Problem to work on: Among the lines below, count those with "nodes". Give the total alone.

Working data:
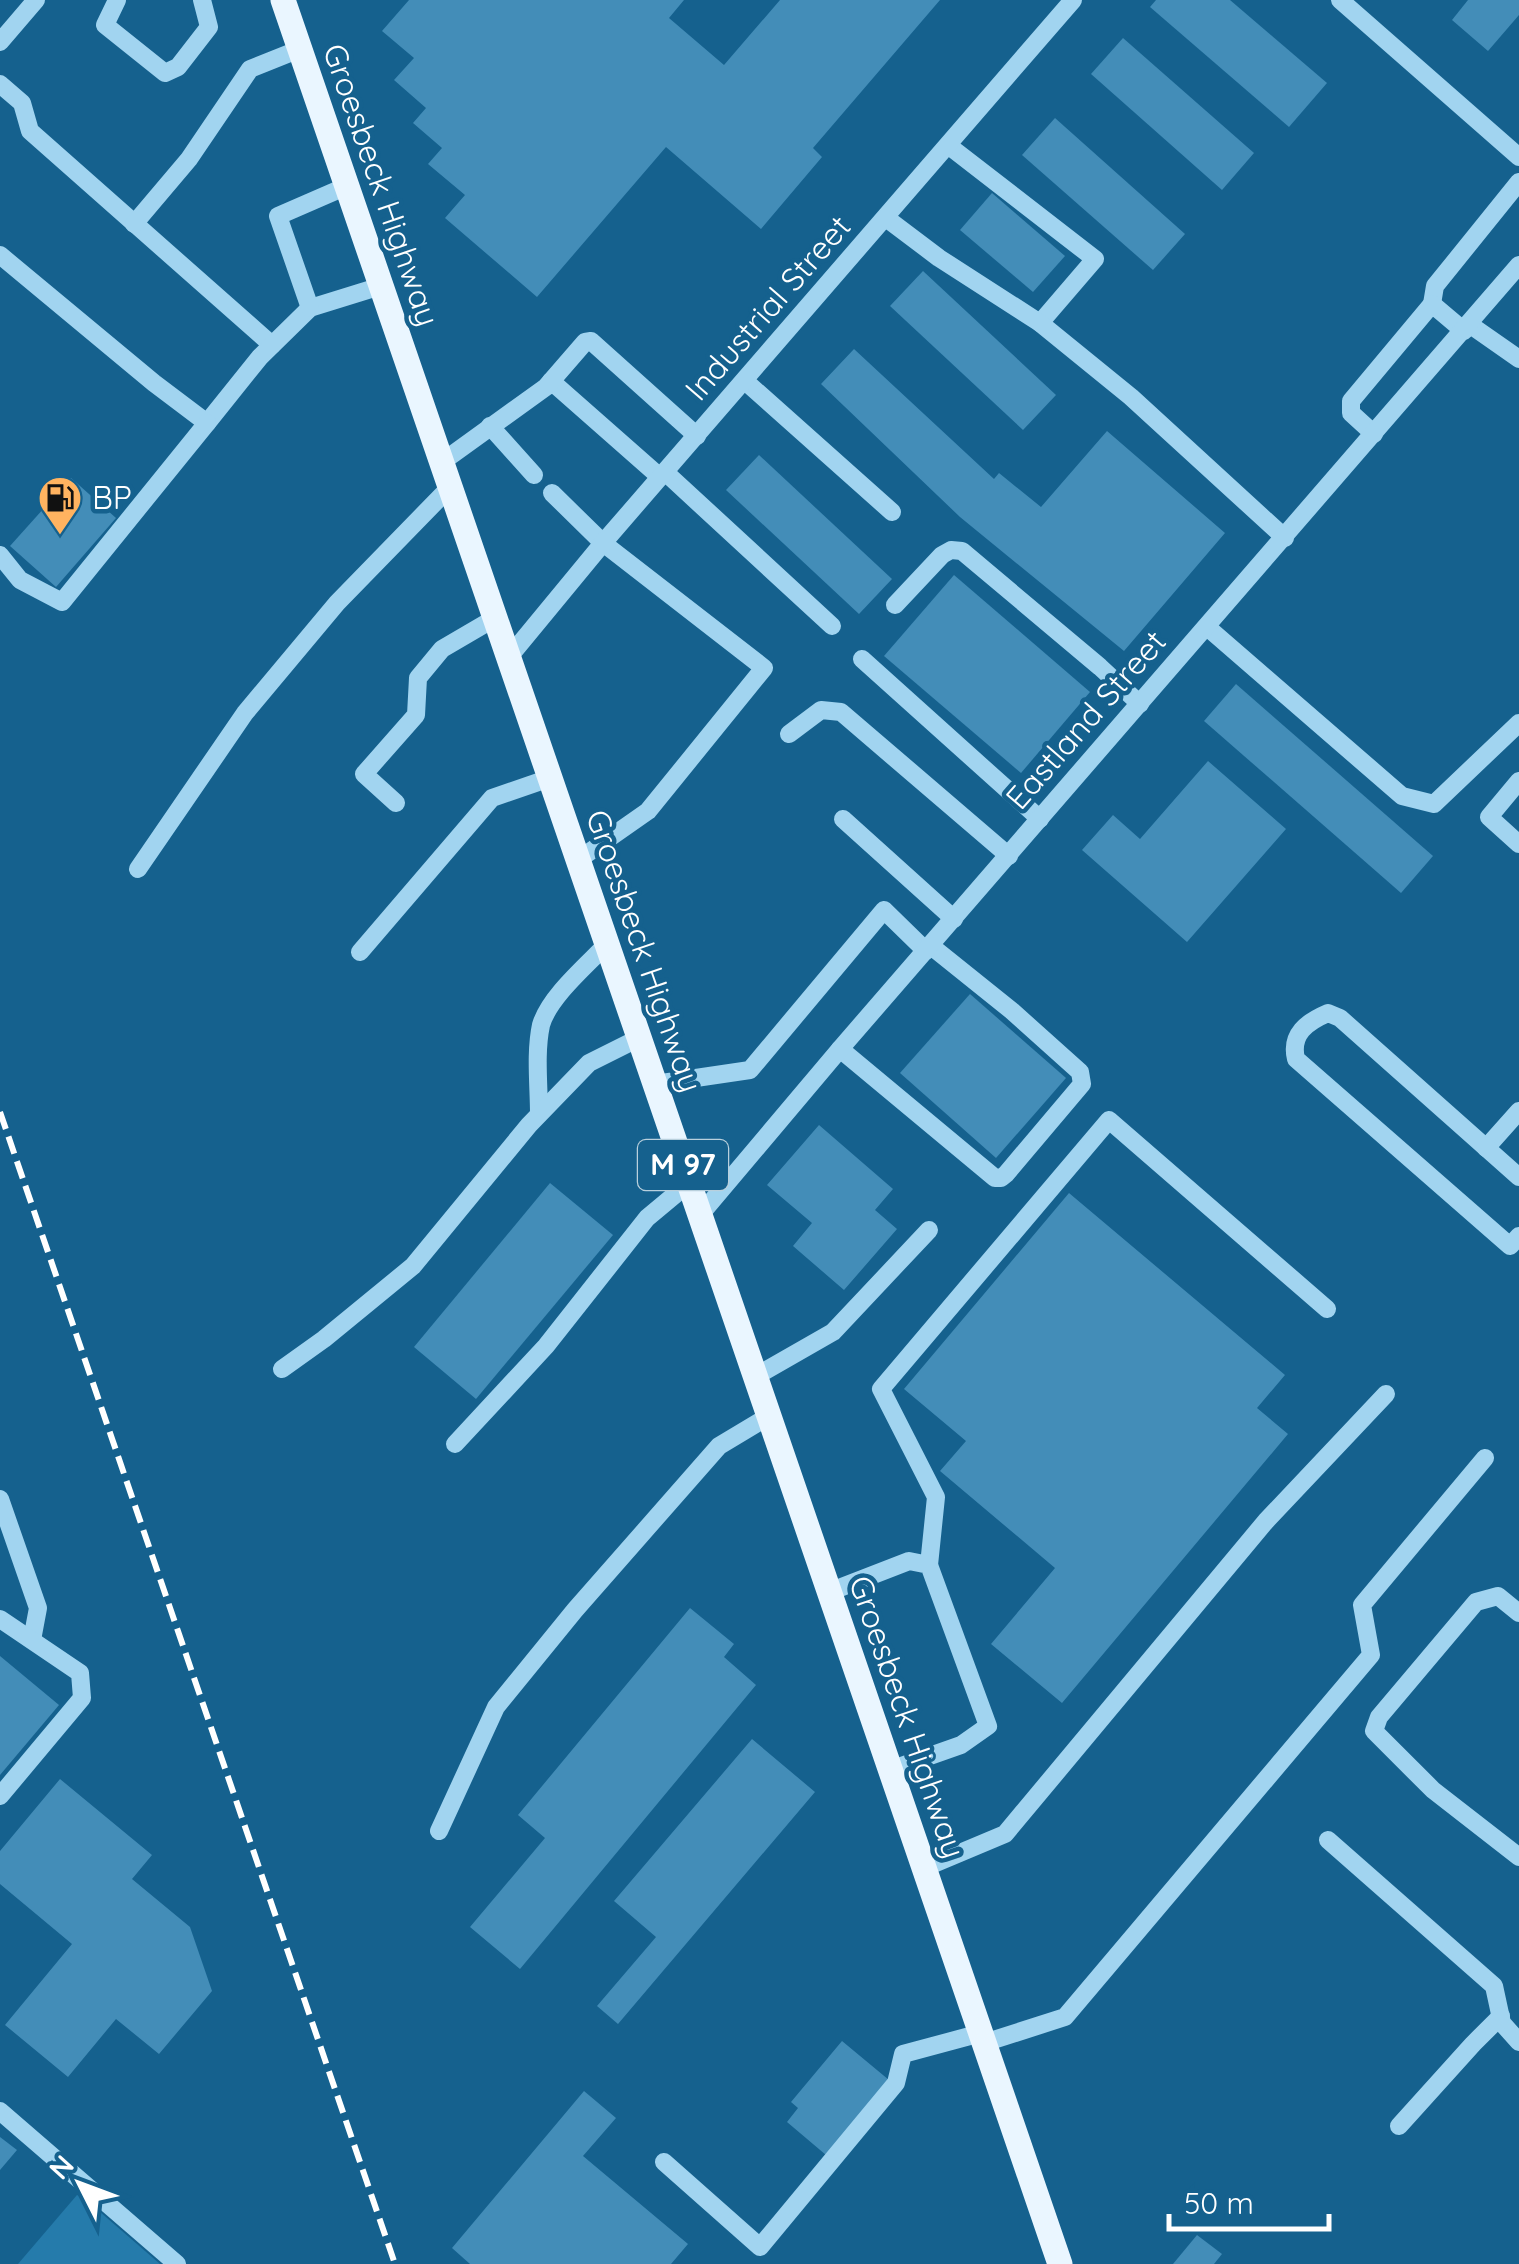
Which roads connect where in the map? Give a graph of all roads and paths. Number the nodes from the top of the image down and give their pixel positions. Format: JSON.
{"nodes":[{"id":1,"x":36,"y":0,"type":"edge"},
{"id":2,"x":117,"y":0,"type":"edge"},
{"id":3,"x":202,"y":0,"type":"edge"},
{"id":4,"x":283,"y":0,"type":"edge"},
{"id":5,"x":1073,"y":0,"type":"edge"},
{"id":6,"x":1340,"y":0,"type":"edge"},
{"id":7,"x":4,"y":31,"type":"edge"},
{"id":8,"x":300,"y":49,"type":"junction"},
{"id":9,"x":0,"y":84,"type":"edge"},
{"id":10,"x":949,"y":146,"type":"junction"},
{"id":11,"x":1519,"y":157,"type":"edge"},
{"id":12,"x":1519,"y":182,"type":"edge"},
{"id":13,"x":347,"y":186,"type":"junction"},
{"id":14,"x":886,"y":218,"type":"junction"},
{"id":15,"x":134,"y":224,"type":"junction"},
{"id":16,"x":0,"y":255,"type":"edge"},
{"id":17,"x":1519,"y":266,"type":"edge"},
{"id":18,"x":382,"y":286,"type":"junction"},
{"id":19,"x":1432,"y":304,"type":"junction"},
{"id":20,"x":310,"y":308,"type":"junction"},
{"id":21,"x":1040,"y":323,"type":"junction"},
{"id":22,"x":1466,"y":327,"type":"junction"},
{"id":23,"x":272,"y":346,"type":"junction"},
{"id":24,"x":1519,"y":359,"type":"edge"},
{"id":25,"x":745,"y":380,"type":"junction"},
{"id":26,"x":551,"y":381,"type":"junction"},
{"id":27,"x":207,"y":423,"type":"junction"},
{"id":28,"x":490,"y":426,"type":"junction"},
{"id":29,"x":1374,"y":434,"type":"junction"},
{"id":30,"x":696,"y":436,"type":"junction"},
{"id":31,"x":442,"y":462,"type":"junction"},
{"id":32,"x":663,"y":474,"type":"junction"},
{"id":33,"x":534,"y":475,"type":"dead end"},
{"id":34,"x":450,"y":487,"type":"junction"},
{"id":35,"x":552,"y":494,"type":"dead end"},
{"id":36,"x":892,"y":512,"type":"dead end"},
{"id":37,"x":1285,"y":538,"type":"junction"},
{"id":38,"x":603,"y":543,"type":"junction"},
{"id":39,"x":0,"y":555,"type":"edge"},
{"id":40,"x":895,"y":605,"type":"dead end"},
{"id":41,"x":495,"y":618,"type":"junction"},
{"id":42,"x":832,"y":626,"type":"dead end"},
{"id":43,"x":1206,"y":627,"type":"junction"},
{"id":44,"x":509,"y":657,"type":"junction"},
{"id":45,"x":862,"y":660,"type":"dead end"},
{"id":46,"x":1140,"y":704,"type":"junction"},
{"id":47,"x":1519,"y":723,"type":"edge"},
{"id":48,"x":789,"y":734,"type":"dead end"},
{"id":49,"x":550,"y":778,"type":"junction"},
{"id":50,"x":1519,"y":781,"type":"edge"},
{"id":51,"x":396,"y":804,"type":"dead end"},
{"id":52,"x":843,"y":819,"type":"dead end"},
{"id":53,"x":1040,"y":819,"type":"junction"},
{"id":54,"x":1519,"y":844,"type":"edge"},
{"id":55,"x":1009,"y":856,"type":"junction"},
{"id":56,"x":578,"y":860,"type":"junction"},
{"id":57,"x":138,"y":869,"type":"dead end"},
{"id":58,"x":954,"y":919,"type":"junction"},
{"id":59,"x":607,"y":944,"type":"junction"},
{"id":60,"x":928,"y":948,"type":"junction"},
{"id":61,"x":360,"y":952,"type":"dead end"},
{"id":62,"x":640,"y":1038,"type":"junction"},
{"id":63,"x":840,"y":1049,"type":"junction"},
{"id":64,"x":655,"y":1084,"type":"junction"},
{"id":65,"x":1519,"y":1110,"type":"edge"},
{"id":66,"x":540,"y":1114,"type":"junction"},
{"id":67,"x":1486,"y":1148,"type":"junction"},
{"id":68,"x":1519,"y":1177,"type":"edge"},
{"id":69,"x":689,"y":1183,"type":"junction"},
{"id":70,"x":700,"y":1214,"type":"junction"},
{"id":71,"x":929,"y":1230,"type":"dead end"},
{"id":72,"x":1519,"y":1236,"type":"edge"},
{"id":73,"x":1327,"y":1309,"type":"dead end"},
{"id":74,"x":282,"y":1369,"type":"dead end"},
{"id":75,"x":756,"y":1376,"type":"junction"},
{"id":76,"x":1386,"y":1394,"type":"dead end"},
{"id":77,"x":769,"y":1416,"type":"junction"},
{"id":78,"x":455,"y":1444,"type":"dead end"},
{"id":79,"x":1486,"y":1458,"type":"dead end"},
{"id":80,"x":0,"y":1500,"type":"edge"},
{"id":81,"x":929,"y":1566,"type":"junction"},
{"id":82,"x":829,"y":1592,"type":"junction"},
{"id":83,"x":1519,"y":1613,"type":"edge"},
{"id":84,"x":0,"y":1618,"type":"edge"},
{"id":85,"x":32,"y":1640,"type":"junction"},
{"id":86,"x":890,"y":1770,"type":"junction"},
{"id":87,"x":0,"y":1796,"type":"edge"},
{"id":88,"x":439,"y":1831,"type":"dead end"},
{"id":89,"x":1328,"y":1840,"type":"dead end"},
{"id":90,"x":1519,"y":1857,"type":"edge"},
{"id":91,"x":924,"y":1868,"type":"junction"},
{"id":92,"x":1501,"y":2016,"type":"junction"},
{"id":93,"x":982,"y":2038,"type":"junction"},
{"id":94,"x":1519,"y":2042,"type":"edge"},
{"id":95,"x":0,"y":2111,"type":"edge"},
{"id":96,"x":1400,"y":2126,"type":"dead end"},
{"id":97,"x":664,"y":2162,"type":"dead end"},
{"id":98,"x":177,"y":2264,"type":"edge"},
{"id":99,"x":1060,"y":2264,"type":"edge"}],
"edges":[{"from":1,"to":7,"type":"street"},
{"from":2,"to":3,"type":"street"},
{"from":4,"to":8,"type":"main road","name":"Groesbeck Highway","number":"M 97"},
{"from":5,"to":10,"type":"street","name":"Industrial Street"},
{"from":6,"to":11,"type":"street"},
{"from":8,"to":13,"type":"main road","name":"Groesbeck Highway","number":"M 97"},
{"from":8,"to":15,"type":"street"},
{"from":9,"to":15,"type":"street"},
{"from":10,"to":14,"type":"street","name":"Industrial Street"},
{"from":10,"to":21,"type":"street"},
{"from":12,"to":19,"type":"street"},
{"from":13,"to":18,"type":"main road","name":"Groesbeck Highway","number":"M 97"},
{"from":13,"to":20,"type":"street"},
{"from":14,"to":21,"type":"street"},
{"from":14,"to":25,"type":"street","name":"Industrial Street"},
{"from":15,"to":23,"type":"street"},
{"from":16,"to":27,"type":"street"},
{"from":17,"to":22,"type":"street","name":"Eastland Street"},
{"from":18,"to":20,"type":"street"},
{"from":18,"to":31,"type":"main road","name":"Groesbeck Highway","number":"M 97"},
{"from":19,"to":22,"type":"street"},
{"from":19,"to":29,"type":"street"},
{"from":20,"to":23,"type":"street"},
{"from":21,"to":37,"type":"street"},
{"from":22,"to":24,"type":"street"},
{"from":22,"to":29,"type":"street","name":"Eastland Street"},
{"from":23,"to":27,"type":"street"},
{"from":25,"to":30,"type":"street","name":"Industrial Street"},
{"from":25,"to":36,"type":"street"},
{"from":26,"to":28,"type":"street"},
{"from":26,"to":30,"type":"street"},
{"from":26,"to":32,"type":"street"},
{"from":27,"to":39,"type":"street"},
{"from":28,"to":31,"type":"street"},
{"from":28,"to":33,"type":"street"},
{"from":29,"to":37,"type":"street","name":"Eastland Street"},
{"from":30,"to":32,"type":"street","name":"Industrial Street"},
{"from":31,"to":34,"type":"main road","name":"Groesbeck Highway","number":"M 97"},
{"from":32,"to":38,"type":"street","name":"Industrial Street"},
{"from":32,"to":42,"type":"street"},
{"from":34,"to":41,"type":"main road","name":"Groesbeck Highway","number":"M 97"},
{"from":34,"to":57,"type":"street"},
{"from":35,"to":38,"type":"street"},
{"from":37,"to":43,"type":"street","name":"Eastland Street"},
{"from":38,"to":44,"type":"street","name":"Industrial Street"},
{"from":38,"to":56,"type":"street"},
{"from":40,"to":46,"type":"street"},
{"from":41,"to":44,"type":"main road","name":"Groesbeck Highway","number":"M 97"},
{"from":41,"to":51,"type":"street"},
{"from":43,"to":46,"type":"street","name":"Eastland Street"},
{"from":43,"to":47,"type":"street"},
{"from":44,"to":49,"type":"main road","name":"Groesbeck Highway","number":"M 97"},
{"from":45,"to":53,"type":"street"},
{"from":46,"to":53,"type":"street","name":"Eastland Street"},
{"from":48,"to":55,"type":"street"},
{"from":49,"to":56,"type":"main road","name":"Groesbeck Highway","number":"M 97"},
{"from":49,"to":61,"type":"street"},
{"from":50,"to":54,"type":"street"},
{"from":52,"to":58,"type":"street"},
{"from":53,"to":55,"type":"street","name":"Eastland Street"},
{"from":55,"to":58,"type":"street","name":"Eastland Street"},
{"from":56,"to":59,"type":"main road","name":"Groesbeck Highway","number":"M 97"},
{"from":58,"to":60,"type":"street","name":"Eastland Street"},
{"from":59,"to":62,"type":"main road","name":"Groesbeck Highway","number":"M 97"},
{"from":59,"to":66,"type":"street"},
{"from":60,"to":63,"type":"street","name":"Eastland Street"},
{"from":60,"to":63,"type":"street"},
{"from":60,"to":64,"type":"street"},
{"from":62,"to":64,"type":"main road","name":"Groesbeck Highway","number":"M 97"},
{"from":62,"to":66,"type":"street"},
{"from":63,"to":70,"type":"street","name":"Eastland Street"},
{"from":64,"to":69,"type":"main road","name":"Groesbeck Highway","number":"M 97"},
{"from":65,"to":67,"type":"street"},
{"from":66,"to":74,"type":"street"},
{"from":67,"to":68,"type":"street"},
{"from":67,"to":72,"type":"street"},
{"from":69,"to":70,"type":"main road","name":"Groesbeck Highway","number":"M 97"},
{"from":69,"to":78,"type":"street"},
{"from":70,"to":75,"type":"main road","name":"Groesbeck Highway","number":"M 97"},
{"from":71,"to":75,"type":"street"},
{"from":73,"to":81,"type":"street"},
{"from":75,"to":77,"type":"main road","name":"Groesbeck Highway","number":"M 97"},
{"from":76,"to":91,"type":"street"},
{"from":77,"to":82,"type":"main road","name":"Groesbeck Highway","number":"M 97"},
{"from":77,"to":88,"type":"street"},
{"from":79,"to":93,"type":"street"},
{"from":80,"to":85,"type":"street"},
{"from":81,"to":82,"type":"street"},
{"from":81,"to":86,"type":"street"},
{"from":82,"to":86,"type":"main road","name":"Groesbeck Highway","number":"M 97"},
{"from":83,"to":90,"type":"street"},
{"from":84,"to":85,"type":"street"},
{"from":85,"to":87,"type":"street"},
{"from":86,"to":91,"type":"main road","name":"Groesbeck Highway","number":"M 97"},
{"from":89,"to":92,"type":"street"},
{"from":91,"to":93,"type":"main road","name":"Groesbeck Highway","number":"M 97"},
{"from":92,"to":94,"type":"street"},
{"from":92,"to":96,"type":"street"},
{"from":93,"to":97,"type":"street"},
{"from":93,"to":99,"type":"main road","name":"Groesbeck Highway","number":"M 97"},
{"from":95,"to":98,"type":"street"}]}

Response below: 2